Should investors be anxious about the month of August?
“More and more people take a couple of weeks off in the summer, thinly traded markets, not a whole lot of things going on. So whatever happens, it tends to get a little exaggerated,” explained Barry Ritholtz, chairman and chief investment officer at Ritholtz Wealth Management.

August is often the month that the bosses of Wall Street go out to the Hamptons for chardonnay and views of the ocean horizon. But August is also a month when unpleasant news stories have made headlines, leaving some with money in the markets more vigilant than usual.
To talk about it all with Marketplace’s David Brancaccio is Barry Ritholtz, chairman and chief investment officer at Ritholtz Wealth Management. The following is an edited transcript of their conversation.
David Brancaccio: A lot of people don't like August. You know, you think of October, when some of the big stock market crashes happen, but we've had some bad stretches in August. I've been doing this long enough to remember them: the memory of Saddam Hussein invading Kuwait; the Russia economic crisis of 1998 (sovereign debt could never go bust — surprise!); the China market crisis 10 years ago. You get nervous in August in particular?
Barry Ritholtz: You know, I began my career on a trading desk, and I vividly recall the head trader in the dog days of summer. I was asking, "Gee, all these stocks seem to get pushed around so easily." And the answer was, "Rookies are manning the terminals." Look, the U.S. isn't Europe, but more and more people take a couple of weeks off in the summer, thinly traded markets, not a whole lot of things going on. So whatever happens, it tends to get a little exaggerated. Let me remind listeners the October crash that everybody is so afraid of — one was in 1987; that was 40 years ago; the other one was in 1929; that's almost a century ago. So, my bet is on the other 98 August, September, Octobers and not those two.
Brancaccio: The challenge is market timing. You know, knowing when to sell or when to buy. I mean, that generally doesn't work.

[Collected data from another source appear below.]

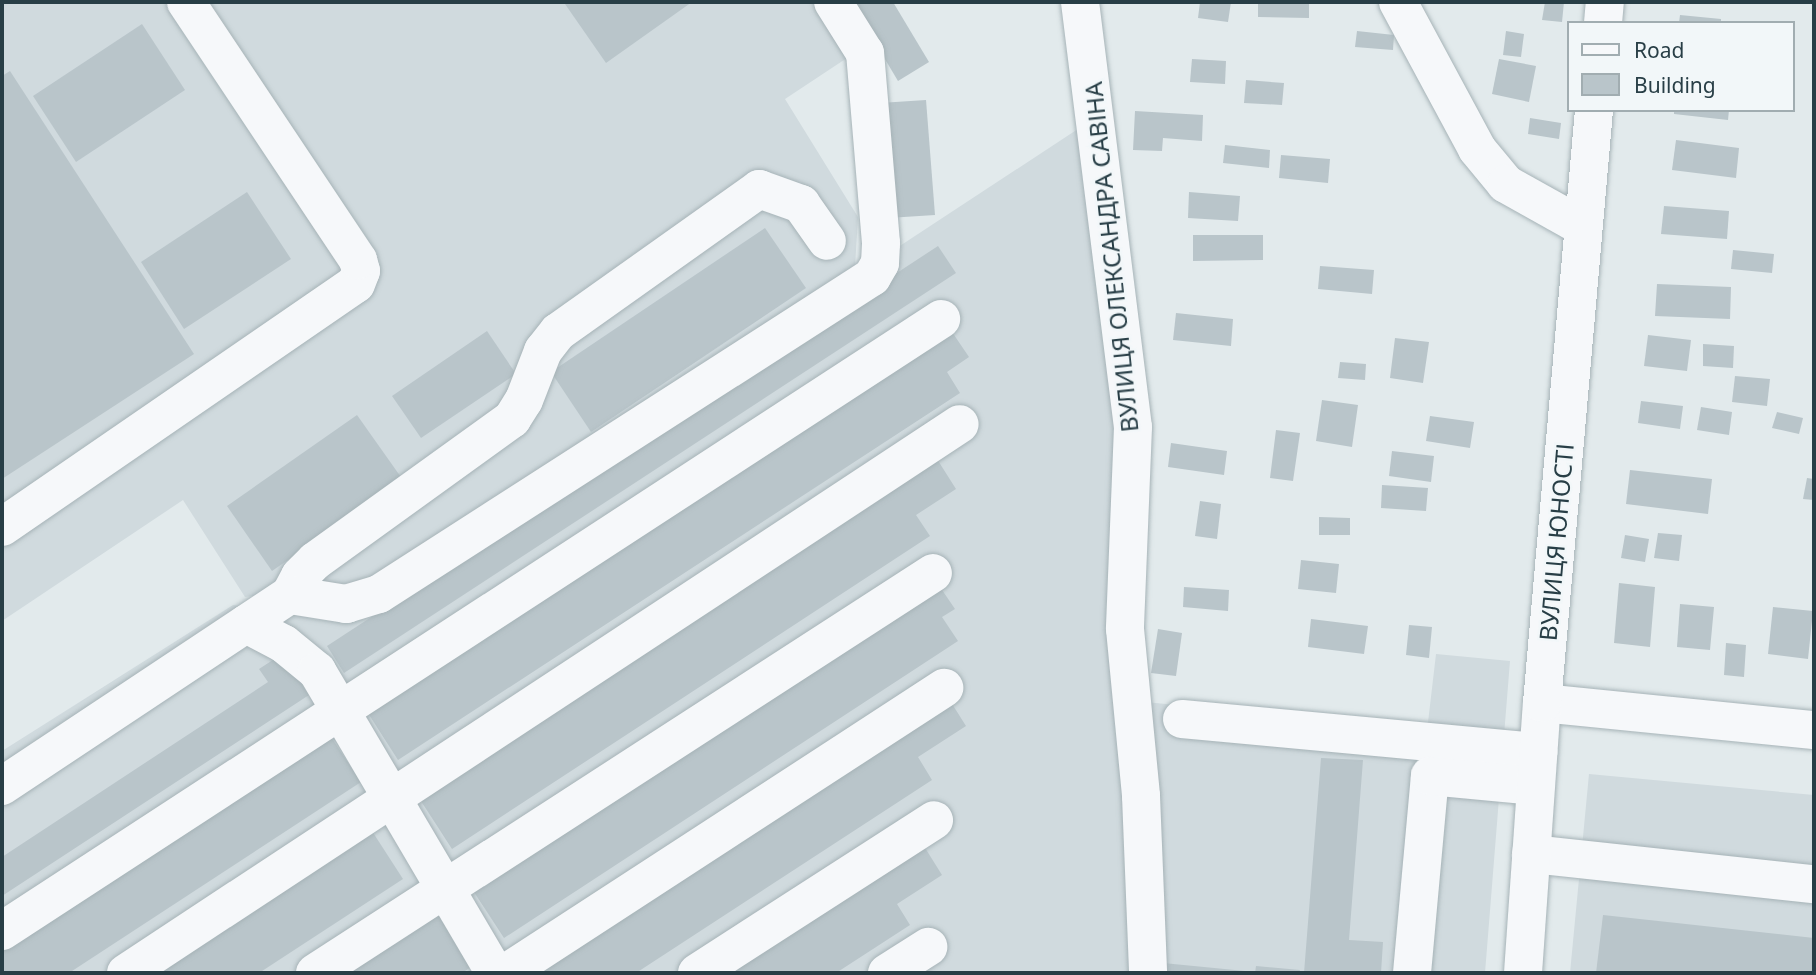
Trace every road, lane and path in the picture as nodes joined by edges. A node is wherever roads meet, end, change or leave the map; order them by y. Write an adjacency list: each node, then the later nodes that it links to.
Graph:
1 (186, 2): 12 (street)
2 (833, 2): 14 (street)
3 (1080, 2): 36 (street, ВУЛИЦЯ ОЛЕКСАНДРА САВІНА)
4 (1398, 2): 8 (street)
5 (1605, 2): 6 (street)
6 (1603, 21)
7 (1594, 112): 8 (street, ВУЛИЦЯ ЮНОСТІ)
8 (1583, 227): 17 (street, ВУЛИЦЯ ЮНОСТІ)
9 (827, 241): 14 (street)
10 (941, 319): 18 (street)
11 (960, 424): 23 (street)
12 (2, 527)
13 (933, 573): 27 (street)
14 (290, 595): 15 (street)
15 (246, 624): 18 (street); 22 (street)
16 (944, 688): 33 (street)
17 (1542, 703): 20 (street); 21 (street, ВУЛИЦЯ ЮНОСТІ)
18 (340, 710): 23 (street); 28 (street)
19 (1182, 719): 21 (street)
20 (1814, 730)
21 (1537, 769): 25 (street, ВУЛИЦЯ ЮНОСТІ); 37 (street)
22 (2, 786)
23 (393, 800): 27 (street); 30 (street)
24 (934, 820): 34 (street)
25 (1531, 854): 26 (street); 38 (street, ВУЛИЦЯ ЮНОСТІ)
26 (1814, 884)
27 (445, 889): 31 (street); 32 (street)
28 (2, 930)
29 (928, 947): 35 (street)
30 (126, 973)
31 (315, 973)
32 (495, 973)
33 (506, 973)
34 (697, 973)
35 (887, 973)
36 (1148, 973)
37 (1412, 973)
38 (1523, 973)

Ritholtz: That's right. Even if I could tell you, "Hey, August, September, we're going to see a 20% drop in the markets," what do you do with that information? '23 and '24 were both significant double-digit gains — plus 25% in the S&P. This year, we're up 8%-9%. Are you really going to sell, incur either long-term capital gains at 23% or short-term at 30% to try and sidestep a 20% drop? And then you run into the problem of, "When do I get back in?" We're much better off just looking the other way and letting it ride over the long haul.